Tax and children’s investments
Posted on 11. Jan, 2011 by admin in LifeStyle Planning
Every parent, and grandparent for that matter, wants the best for their children, so if you are in a position to invest money specifically for your children’s future, you should follow the same approach as if you were investing for yourself.
The first step is to clearly identify why you are investing, then set yourself a goal and then put the strategy in place to achieve that goal. Your strategy needs to suit your circumstances, risk tolerance and investment time frame.
Whether you have short-term goals and want a high interest earning savings fund or you have long-term goals with a focus on managed funds, one taxing question is ‘Whose name should the investment be held in?’.
Children are taxed at penalty rates on unearned income. For the 2010/11 financial year, children can effectively receive up to $3,333 of income, tax-free. For example, a $47,000 investment earning 7% in the 2010/11 financial year would be tax-free if held in the child’s name.

There are other tax-effective investment options available:
§ Investment bonds – income is taxed at up to 30% within the bond and reinvested each year. The proceeds of the bond are tax-free after 10 years and the child can be named as the beneficiary.
§ Investments can be held by, and in the name of, the parent on the lowest marginal tax rate. Although all income is declared in that parent’s tax return, the tax payable on this income may be reduced considerably with franked dividends paid from investments in Australian shares.

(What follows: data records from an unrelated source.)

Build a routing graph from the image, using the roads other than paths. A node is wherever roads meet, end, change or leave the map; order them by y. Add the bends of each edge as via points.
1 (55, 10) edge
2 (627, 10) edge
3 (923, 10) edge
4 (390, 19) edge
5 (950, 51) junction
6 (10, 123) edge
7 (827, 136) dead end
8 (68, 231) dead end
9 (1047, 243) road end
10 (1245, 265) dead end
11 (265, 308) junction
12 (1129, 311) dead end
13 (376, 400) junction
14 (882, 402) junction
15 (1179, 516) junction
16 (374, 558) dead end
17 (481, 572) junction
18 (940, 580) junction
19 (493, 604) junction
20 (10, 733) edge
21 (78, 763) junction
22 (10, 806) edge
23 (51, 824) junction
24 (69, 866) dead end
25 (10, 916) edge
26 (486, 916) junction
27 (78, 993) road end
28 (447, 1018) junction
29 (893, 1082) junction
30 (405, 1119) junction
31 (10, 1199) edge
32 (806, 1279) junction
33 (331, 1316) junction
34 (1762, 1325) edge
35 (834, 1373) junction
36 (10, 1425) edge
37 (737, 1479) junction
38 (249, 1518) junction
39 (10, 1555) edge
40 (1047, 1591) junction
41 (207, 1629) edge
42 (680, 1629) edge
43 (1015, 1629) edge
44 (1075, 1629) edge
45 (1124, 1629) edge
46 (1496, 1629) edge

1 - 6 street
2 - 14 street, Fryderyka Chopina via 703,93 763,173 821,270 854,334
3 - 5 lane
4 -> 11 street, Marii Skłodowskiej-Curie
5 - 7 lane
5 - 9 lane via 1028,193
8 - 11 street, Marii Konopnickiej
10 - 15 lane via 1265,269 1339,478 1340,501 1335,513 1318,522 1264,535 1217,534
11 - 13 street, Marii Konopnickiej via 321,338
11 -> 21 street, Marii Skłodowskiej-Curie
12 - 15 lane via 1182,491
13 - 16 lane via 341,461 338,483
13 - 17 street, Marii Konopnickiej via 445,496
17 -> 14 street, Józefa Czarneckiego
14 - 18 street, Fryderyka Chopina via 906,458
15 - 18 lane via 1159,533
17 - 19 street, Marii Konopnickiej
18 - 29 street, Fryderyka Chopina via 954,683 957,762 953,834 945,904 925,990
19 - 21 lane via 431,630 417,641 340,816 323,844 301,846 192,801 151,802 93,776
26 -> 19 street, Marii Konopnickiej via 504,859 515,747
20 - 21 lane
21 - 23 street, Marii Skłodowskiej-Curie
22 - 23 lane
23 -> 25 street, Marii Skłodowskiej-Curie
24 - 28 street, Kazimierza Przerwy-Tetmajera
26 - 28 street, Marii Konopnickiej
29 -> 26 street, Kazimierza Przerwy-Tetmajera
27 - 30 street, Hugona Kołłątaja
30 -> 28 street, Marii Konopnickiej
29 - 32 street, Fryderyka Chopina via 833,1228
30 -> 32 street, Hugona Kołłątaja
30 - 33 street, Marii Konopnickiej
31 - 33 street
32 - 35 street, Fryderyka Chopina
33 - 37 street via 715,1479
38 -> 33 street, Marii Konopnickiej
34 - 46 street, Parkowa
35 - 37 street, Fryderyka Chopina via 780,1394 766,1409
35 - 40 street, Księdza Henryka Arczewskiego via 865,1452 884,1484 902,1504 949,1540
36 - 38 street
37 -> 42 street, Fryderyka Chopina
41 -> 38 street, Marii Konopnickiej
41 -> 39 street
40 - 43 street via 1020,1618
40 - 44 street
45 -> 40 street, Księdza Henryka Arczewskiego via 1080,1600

§ ‘Implied trusts’ – the investment is held in the parents’ name in trust for the child. Beware that the investment must be used for the benefit of the child, otherwise the Australian Taxation Office can attribute the income to the parents and tax them personally.
Source | IOOF
For more information Contact Us
Richard Brown CPA CFP
Clinton Smith CFP
Financial Planning Ascot Vale

Henry Cooper
17. Jan, 2011
As my children and grandchildren are all of working age I doubt that it would advantage them for me to place an investment in their name. However as one of my grandchildren is married and bless us with GREAT GREAT-GRANDCHILDREN then I have no doubt that the tax benefits are well worth taking advantage of.
Richard Brown
13. Mar, 2011
Thank you for the response, it would depend on a range of factors whose name the investment is to be held in and the tax consequence …the risk of handing over control too earlier may also be a consideration ie 18 is that old enough ? depending on circumstances and the amount of money involved a trust could well be more appropriate. Our comment would be to seek advice on your particular circumstance.